Wali kelas memperkenalkan pemateri hari ini. Hm, kira-kira seperti apa pemateri
kali ini, pikirku. Tak terasa, waktu pun berlalu. Posisi wali kelas telah
digantikan oleh seorang laki-laki, kira-kira berusia 30-an. Aku terperanjat,
pada mulanya aku menyangka ia adalah salah satu teman sekelasku.
Beliau adalah
salah seorang dosen teknik di kampusku. Cara mengajarnya benar-benar berbeda.

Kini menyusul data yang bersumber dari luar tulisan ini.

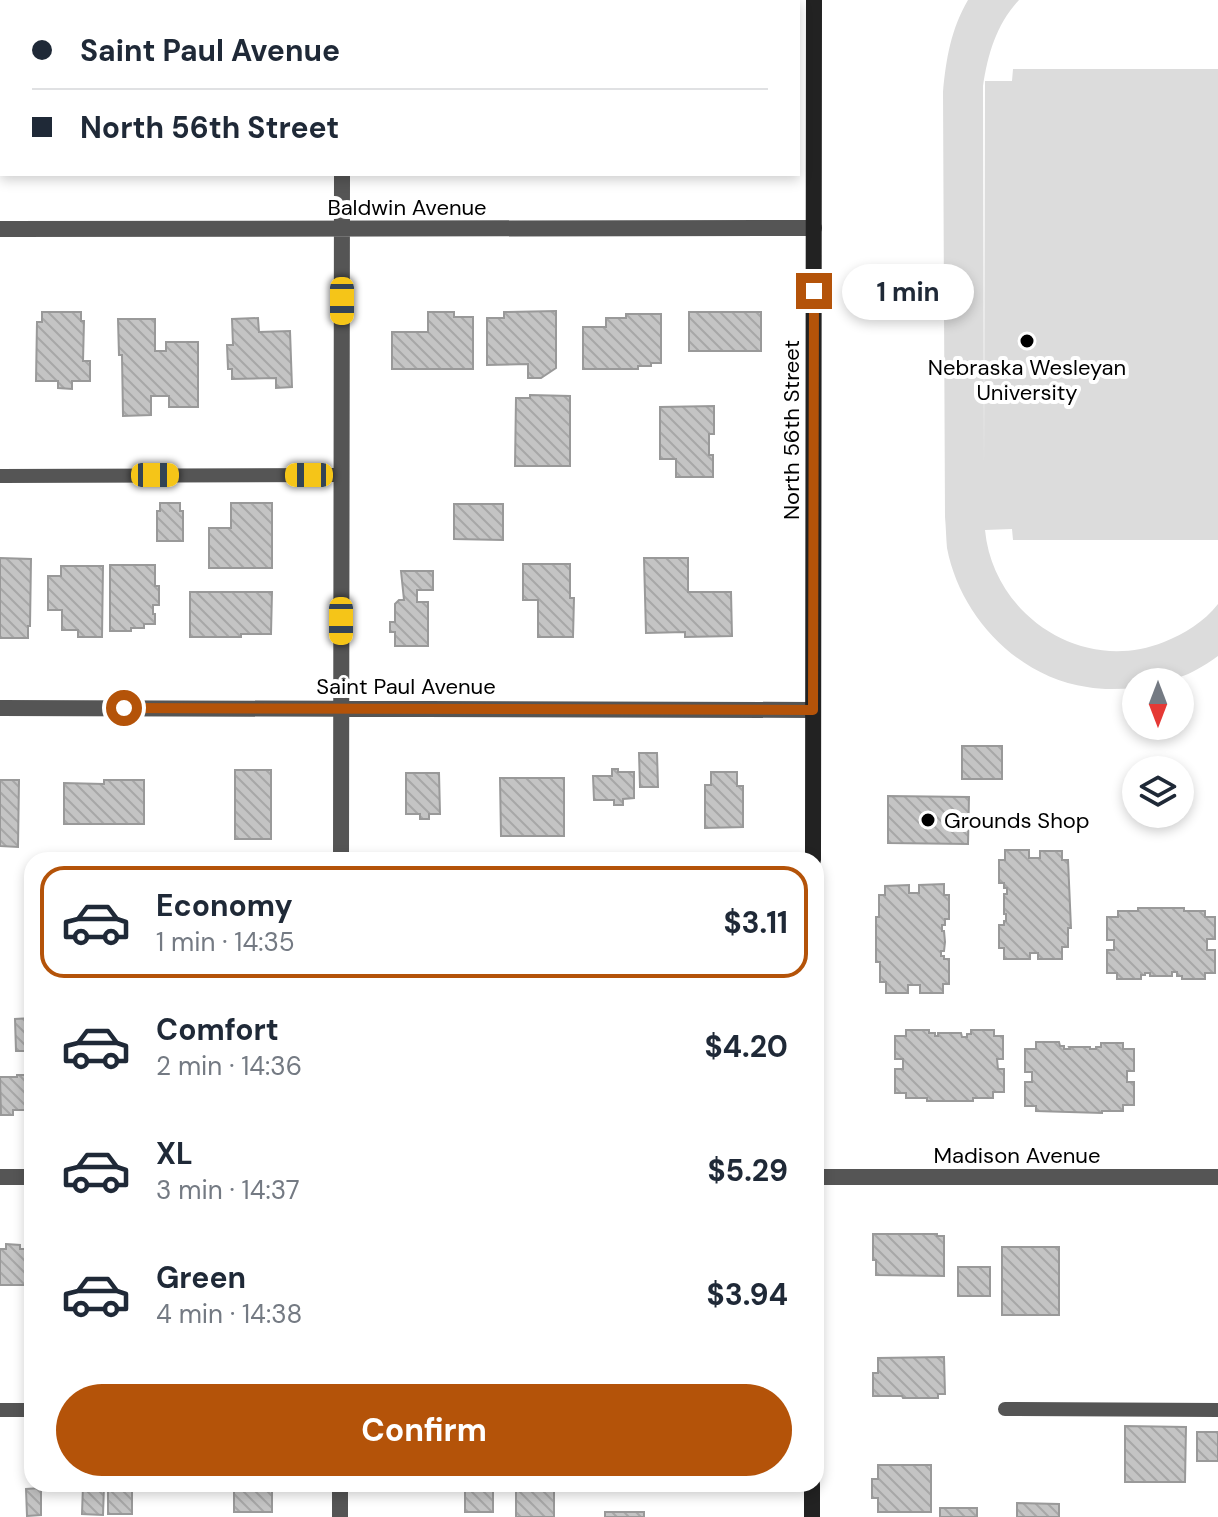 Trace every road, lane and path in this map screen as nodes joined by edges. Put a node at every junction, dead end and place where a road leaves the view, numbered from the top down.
1 (814, 0) edge
2 (342, 176) edge
3 (814, 228) junction
4 (0, 229) edge
5 (342, 229) junction
6 (341, 475) junction
7 (0, 476) edge
8 (0, 708) edge
9 (340, 708) junction
10 (813, 710) junction
11 (341, 852) edge
12 (813, 852) edge
13 (0, 1177) edge
14 (24, 1177) edge
15 (824, 1177) edge
16 (1218, 1177) edge
17 (1005, 1409) dead end
18 (0, 1410) edge
19 (24, 1410) edge
20 (1218, 1410) edge
21 (340, 1492) edge
22 (812, 1492) edge
23 (340, 1517) edge
24 (812, 1517) edge

1 - 3 main road, North 56th Street
2 - 5 street
3 - 5 street, Baldwin Avenue
3 - 10 main road, North 56th Street
4 - 5 street, Baldwin Avenue
5 - 6 street
6 - 7 lane
6 - 9 street
8 - 9 street, Saint Paul Avenue
9 - 10 street, Saint Paul Avenue
9 - 11 street
10 - 12 main road, North 56th Street
13 - 14 street
15 - 16 street, Madison Avenue
17 - 20 lane
18 - 19 lane
21 - 23 street
22 - 24 main road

Beliau menerangkan hakikat belajar dengan cara yang sederhana. Beliau
menuturkan,
“Belajar itu adalah transformasi dari tidak tau menjadi tau. Asal kalian tahu, ketidaktauan itu adalah aib. Satu-satunya obat ketidaktauan adalah membaca. Maka bacalah buku sebanyak-banyaknya. Dengarkan ini, Anda tak akan pernah didengar jika Anda tidak pintar. Jadilah orang pintar, tempat bertanya bagi orang lain. Bawa buku kemana-mana!”
Beliau juga
mengajarkan pada kami tips membagi waktu. Buatlah target. Namun target tanpa
disertai waktu pencapaian adalah mimpi belaka. Buatlah jadwal dengan terencana.

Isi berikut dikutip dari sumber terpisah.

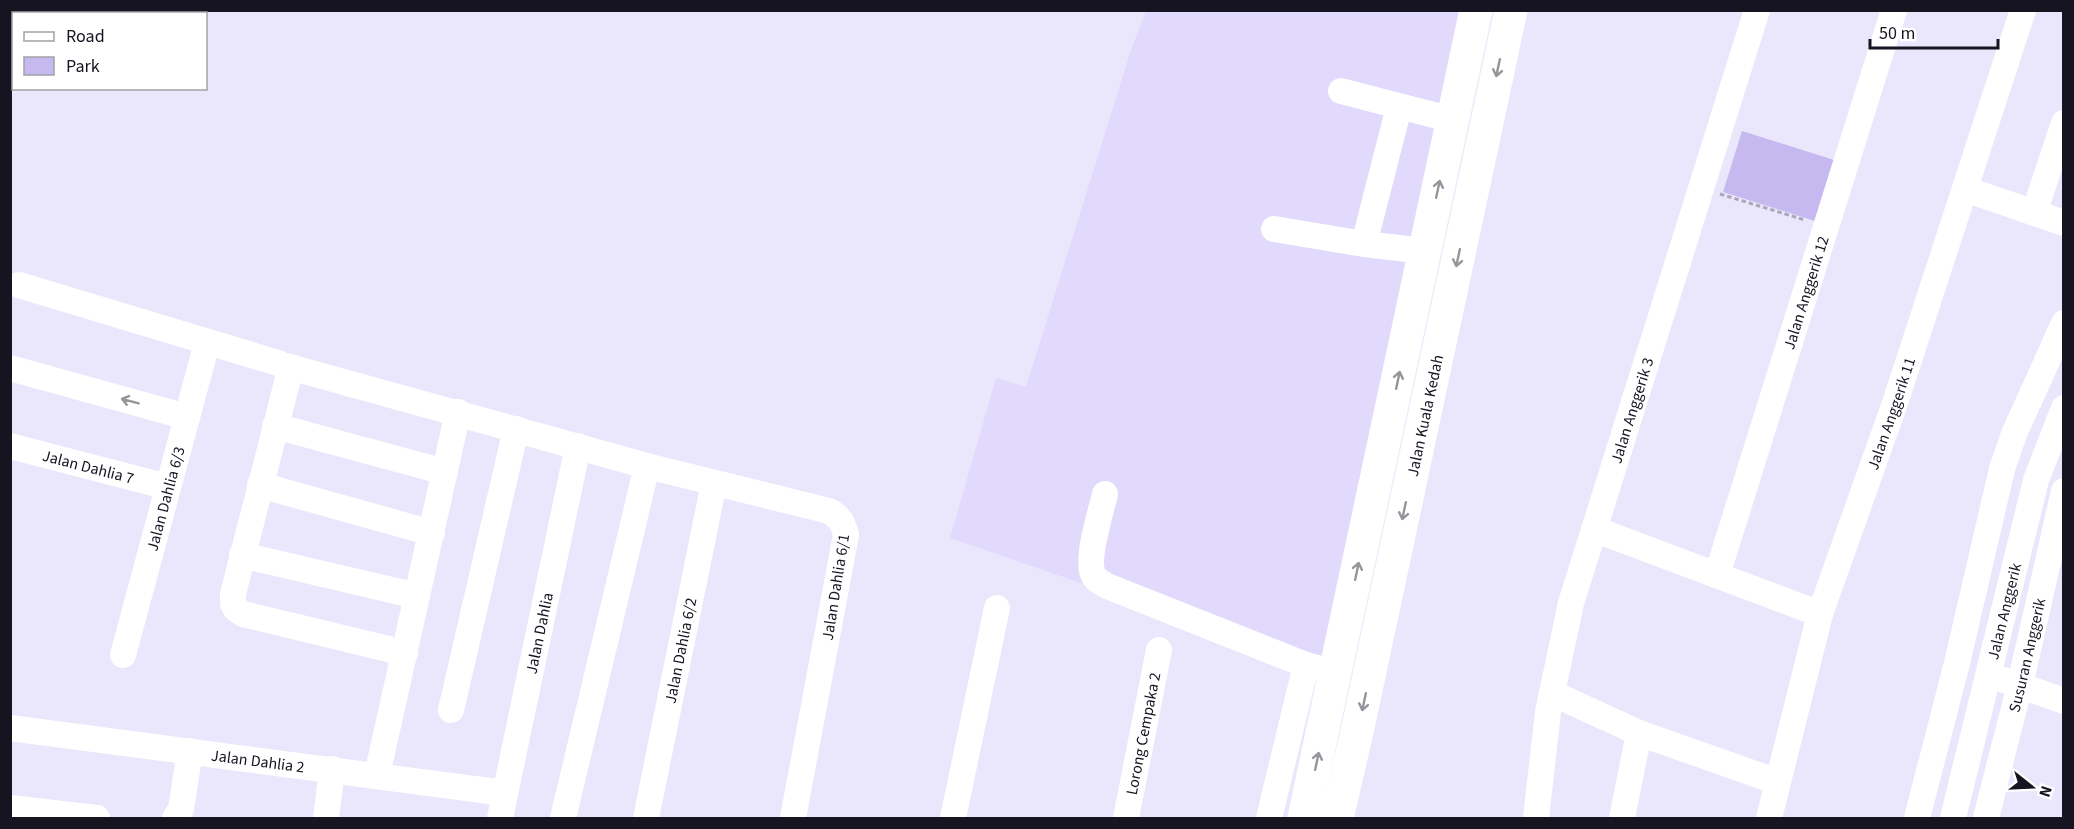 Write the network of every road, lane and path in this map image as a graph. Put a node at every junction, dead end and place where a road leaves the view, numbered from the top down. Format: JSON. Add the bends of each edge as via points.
{"nodes":[{"id":1,"x":1476,"y":10,"type":"edge"},
{"id":2,"x":1511,"y":10,"type":"edge"},
{"id":3,"x":1757,"y":10,"type":"edge"},
{"id":4,"x":1894,"y":10,"type":"edge"},
{"id":5,"x":2023,"y":10,"type":"edge"},
{"id":6,"x":1341,"y":91,"type":"dead end"},
{"id":7,"x":1400,"y":107,"type":"junction"},
{"id":8,"x":1453,"y":120,"type":"junction"},
{"id":9,"x":2064,"y":123,"type":"edge"},
{"id":10,"x":1701,"y":188,"type":"junction"},
{"id":11,"x":1965,"y":189,"type":"junction"},
{"id":12,"x":2034,"y":213,"type":"junction"},
{"id":13,"x":2064,"y":223,"type":"edge"},
{"id":14,"x":1827,"y":226,"type":"junction"},
{"id":15,"x":1274,"y":229,"type":"dead end"},
{"id":16,"x":1364,"y":244,"type":"junction"},
{"id":17,"x":1425,"y":251,"type":"junction"},
{"id":18,"x":19,"y":285,"type":"dead end"},
{"id":19,"x":2064,"y":323,"type":"edge"},
{"id":20,"x":207,"y":343,"type":"junction"},
{"id":21,"x":285,"y":365,"type":"junction"},
{"id":22,"x":10,"y":368,"type":"edge"},
{"id":23,"x":2064,"y":408,"type":"edge"},
{"id":24,"x":458,"y":412,"type":"junction"},
{"id":25,"x":187,"y":417,"type":"junction"},
{"id":26,"x":275,"y":426,"type":"junction"},
{"id":27,"x":516,"y":429,"type":"junction"},
{"id":28,"x":10,"y":446,"type":"edge"},
{"id":29,"x":578,"y":446,"type":"junction"},
{"id":30,"x":646,"y":466,"type":"junction"},
{"id":31,"x":2002,"y":469,"type":"junction"},
{"id":32,"x":445,"y":471,"type":"junction"},
{"id":33,"x":2036,"y":480,"type":"junction"},
{"id":34,"x":714,"y":483,"type":"junction"},
{"id":35,"x":260,"y":485,"type":"junction"},
{"id":36,"x":168,"y":487,"type":"junction"},
{"id":37,"x":2064,"y":491,"type":"edge"},
{"id":38,"x":1105,"y":494,"type":"dead end"},
{"id":39,"x":1594,"y":529,"type":"junction"},
{"id":40,"x":432,"y":533,"type":"junction"},
{"id":41,"x":242,"y":555,"type":"junction"},
{"id":42,"x":1717,"y":575,"type":"junction"},
{"id":43,"x":417,"y":596,"type":"junction"},
{"id":44,"x":997,"y":608,"type":"dead end"},
{"id":45,"x":1820,"y":614,"type":"junction"},
{"id":46,"x":1159,"y":650,"type":"dead end"},
{"id":47,"x":405,"y":653,"type":"junction"},
{"id":48,"x":123,"y":654,"type":"dead end"},
{"id":49,"x":1957,"y":663,"type":"junction"},
{"id":50,"x":1321,"y":669,"type":"junction"},
{"id":51,"x":1989,"y":675,"type":"junction"},
{"id":52,"x":2020,"y":685,"type":"junction"},
{"id":53,"x":1552,"y":693,"type":"junction"},
{"id":54,"x":2064,"y":700,"type":"edge"},
{"id":55,"x":451,"y":710,"type":"dead end"},
{"id":56,"x":1324,"y":726,"type":"junction"},
{"id":57,"x":10,"y":728,"type":"edge"},
{"id":58,"x":1357,"y":732,"type":"junction"},
{"id":59,"x":1639,"y":733,"type":"junction"},
{"id":60,"x":190,"y":751,"type":"junction"},
{"id":61,"x":332,"y":769,"type":"junction"},
{"id":62,"x":377,"y":775,"type":"junction"},
{"id":63,"x":1778,"y":782,"type":"junction"},
{"id":64,"x":505,"y":793,"type":"junction"},
{"id":65,"x":10,"y":808,"type":"edge"},
{"id":66,"x":97,"y":819,"type":"edge"},
{"id":67,"x":176,"y":819,"type":"edge"},
{"id":68,"x":326,"y":819,"type":"edge"},
{"id":69,"x":500,"y":819,"type":"edge"},
{"id":70,"x":563,"y":819,"type":"edge"},
{"id":71,"x":646,"y":819,"type":"edge"},
{"id":72,"x":793,"y":819,"type":"edge"},
{"id":73,"x":953,"y":819,"type":"edge"},
{"id":74,"x":1126,"y":819,"type":"edge"},
{"id":75,"x":1269,"y":819,"type":"edge"},
{"id":76,"x":1304,"y":819,"type":"edge"},
{"id":77,"x":1337,"y":819,"type":"edge"},
{"id":78,"x":1536,"y":819,"type":"edge"},
{"id":79,"x":1622,"y":819,"type":"edge"},
{"id":80,"x":1769,"y":819,"type":"edge"},
{"id":81,"x":1917,"y":819,"type":"edge"},
{"id":82,"x":1953,"y":819,"type":"edge"},
{"id":83,"x":1986,"y":819,"type":"edge"}],
"edges":[{"from":1,"to":8,"type":"main road","name":"Jalan Kuala Kedah"},
{"from":2,"to":58,"type":"main road","name":"Jalan Kuala Kedah","one_way":true},
{"from":3,"to":10,"type":"street","name":"Jalan Anggerik 3"},
{"from":4,"to":14,"type":"street","name":"Jalan Anggerik 12"},
{"from":5,"to":11,"type":"street","name":"Jalan Anggerik 11"},
{"from":6,"to":7,"type":"street"},
{"from":7,"to":8,"type":"street"},
{"from":7,"to":16,"type":"street"},
{"from":17,"to":8,"type":"main road","name":"Jalan Kuala Kedah","one_way":true},
{"from":9,"to":12,"type":"street"},
{"from":10,"to":14,"type":"path"},
{"from":10,"to":39,"type":"street","name":"Jalan Anggerik 3"},
{"from":11,"to":12,"type":"street"},
{"from":11,"to":45,"type":"street","name":"Jalan Anggerik 11"},
{"from":12,"to":13,"type":"street"},
{"from":14,"to":42,"type":"street","name":"Jalan Anggerik 12"},
{"from":15,"to":16,"type":"street"},
{"from":16,"to":17,"type":"street"},
{"from":50,"to":17,"type":"main road","name":"Jalan Kuala Kedah","one_way":true},
{"from":18,"to":20,"type":"street","name":"Jalan Dahlia 6/1"},
{"from":19,"to":31,"type":"street"},
{"from":20,"to":21,"type":"street","name":"Jalan Dahlia 6/1"},
{"from":20,"to":25,"type":"street","name":"Jalan Dahlia 6/3"},
{"from":21,"to":24,"type":"street","name":"Jalan Dahlia 6/1"},
{"from":21,"to":26,"type":"street"},
{"from":25,"to":22,"type":"street","one_way":true},
{"from":23,"to":33,"type":"street","name":"Jalan Anggerik"},
{"from":24,"to":27,"type":"street","name":"Jalan Dahlia 6/1"},
{"from":24,"to":32,"type":"street"},
{"from":25,"to":36,"type":"street","name":"Jalan Dahlia 6/3"},
{"from":26,"to":32,"type":"street"},
{"from":26,"to":35,"type":"street"},
{"from":27,"to":29,"type":"street","name":"Jalan Dahlia 6/1"},
{"from":27,"to":55,"type":"street"},
{"from":28,"to":36,"type":"street","name":"Jalan Dahlia 7"},
{"from":29,"to":30,"type":"street","name":"Jalan Dahlia 6/1"},
{"from":29,"to":64,"type":"street","name":"Jalan Dahlia"},
{"from":30,"to":34,"type":"street","name":"Jalan Dahlia 6/1"},
{"from":30,"to":70,"type":"street"},
{"from":31,"to":33,"type":"street"},
{"from":31,"to":49,"type":"street"},
{"from":32,"to":40,"type":"street"},
{"from":33,"to":51,"type":"street","name":"Jalan Anggerik"},
{"from":34,"to":71,"type":"street","name":"Jalan Dahlia 6/2"},
{"from":34,"to":72,"type":"street","name":"Jalan Dahlia 6/1","via":[[829,511],[844,524],[846,535]]},
{"from":35,"to":40,"type":"street"},
{"from":35,"to":41,"type":"street"},
{"from":36,"to":48,"type":"street","name":"Jalan Dahlia 6/3"},
{"from":37,"to":52,"type":"street","name":"Susuran Anggerik"},
{"from":38,"to":50,"type":"street","via":[[1090,561],[1096,580]]},
{"from":39,"to":42,"type":"street"},
{"from":39,"to":53,"type":"street","name":"Jalan Anggerik 3","via":[[1571,603]]},
{"from":40,"to":43,"type":"street"},
{"from":41,"to":43,"type":"street"},
{"from":41,"to":47,"type":"street","via":[[233,604],[243,614]]},
{"from":42,"to":45,"type":"street"},
{"from":43,"to":47,"type":"street"},
{"from":44,"to":73,"type":"street"},
{"from":45,"to":63,"type":"street","name":"Jalan Anggerik 11"},
{"from":46,"to":74,"type":"street","name":"Lorong Cempaka 2"},
{"from":47,"to":62,"type":"street"},
{"from":49,"to":51,"type":"street"},
{"from":49,"to":81,"type":"street"},
{"from":50,"to":56,"type":"main road","name":"Jalan Kuala Kedah"},
{"from":50,"to":75,"type":"street"},
{"from":51,"to":52,"type":"street"},
{"from":51,"to":82,"type":"street","name":"Jalan Anggerik"},
{"from":52,"to":54,"type":"street"},
{"from":52,"to":83,"type":"street","name":"Susuran Anggerik"},
{"from":53,"to":59,"type":"street"},
{"from":53,"to":78,"type":"street","name":"Jalan Anggerik 3"},
{"from":56,"to":58,"type":"main road"},
{"from":76,"to":56,"type":"main road","name":"Jalan Kuala Kedah","one_way":true},
{"from":57,"to":60,"type":"street","name":"Jalan Dahlia 2"},
{"from":58,"to":77,"type":"main road","name":"Jalan Kuala Kedah"},
{"from":59,"to":63,"type":"street"},
{"from":59,"to":79,"type":"street"},
{"from":60,"to":61,"type":"street","name":"Jalan Dahlia 2"},
{"from":60,"to":67,"type":"street"},
{"from":61,"to":62,"type":"street","name":"Jalan Dahlia 2"},
{"from":61,"to":68,"type":"street"},
{"from":62,"to":64,"type":"street","name":"Jalan Dahlia 2"},
{"from":63,"to":80,"type":"street","name":"Jalan Anggerik 11"},
{"from":64,"to":69,"type":"street","name":"Jalan Dahlia"},
{"from":65,"to":66,"type":"street"}]}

Misalnya, belajar dari jam 7.15-8.15, shalat dhuha dari jam 08.15-08.30, dll.
Dengan jadwal yang ketat, waktu tak akan terbuang.
Terkadang, kita
dihadapkan pada kondisi yang membuat kita malas membaca. Paksakanlah. Seorang
atheis, teman saya, berkata begini,
“Jika kamu
belajar karena dipaksakan, maka kelak kamu akan dibayar dari apa yang kamu baca”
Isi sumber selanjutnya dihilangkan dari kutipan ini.